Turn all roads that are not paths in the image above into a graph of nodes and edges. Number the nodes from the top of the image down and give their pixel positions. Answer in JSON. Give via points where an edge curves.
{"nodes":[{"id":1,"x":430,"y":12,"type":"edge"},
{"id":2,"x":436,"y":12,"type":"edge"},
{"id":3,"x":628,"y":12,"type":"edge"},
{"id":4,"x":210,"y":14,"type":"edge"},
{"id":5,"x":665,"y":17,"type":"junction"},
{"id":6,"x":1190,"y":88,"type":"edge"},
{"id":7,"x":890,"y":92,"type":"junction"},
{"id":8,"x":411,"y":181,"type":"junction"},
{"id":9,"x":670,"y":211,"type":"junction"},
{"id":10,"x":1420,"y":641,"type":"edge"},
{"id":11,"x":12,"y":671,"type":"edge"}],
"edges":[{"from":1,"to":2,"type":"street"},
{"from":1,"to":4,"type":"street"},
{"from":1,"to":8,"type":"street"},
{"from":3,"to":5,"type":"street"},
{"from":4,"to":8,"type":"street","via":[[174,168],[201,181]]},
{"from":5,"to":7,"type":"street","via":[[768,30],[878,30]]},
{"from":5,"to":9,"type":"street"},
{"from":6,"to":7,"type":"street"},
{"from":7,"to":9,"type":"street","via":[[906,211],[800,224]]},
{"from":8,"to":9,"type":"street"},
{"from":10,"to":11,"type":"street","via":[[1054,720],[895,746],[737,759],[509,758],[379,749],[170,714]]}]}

++++++

## Requirement
Reproduce the data exactly. All of it is needed.

## Response to the exercise
Turn all roads that are not paths in the image above into a graph of nodes and edges. Number the nodes from the top of the image down and give their pixel positions. Answer in JSON. Give via points where an edge curves.
{"nodes":[{"id":1,"x":430,"y":12,"type":"edge"},
{"id":2,"x":436,"y":12,"type":"edge"},
{"id":3,"x":628,"y":12,"type":"edge"},
{"id":4,"x":210,"y":14,"type":"edge"},
{"id":5,"x":665,"y":17,"type":"junction"},
{"id":6,"x":1190,"y":88,"type":"edge"},
{"id":7,"x":890,"y":92,"type":"junction"},
{"id":8,"x":411,"y":181,"type":"junction"},
{"id":9,"x":670,"y":211,"type":"junction"},
{"id":10,"x":1420,"y":641,"type":"edge"},
{"id":11,"x":12,"y":671,"type":"edge"}],
"edges":[{"from":1,"to":2,"type":"street"},
{"from":1,"to":4,"type":"street"},
{"from":1,"to":8,"type":"street"},
{"from":3,"to":5,"type":"street"},
{"from":4,"to":8,"type":"street","via":[[174,168],[201,181]]},
{"from":5,"to":7,"type":"street","via":[[768,30],[878,30]]},
{"from":5,"to":9,"type":"street"},
{"from":6,"to":7,"type":"street"},
{"from":7,"to":9,"type":"street","via":[[906,211],[800,224]]},
{"from":8,"to":9,"type":"street"},
{"from":10,"to":11,"type":"street","via":[[1054,720],[895,746],[737,759],[509,758],[379,749],[170,714]]}]}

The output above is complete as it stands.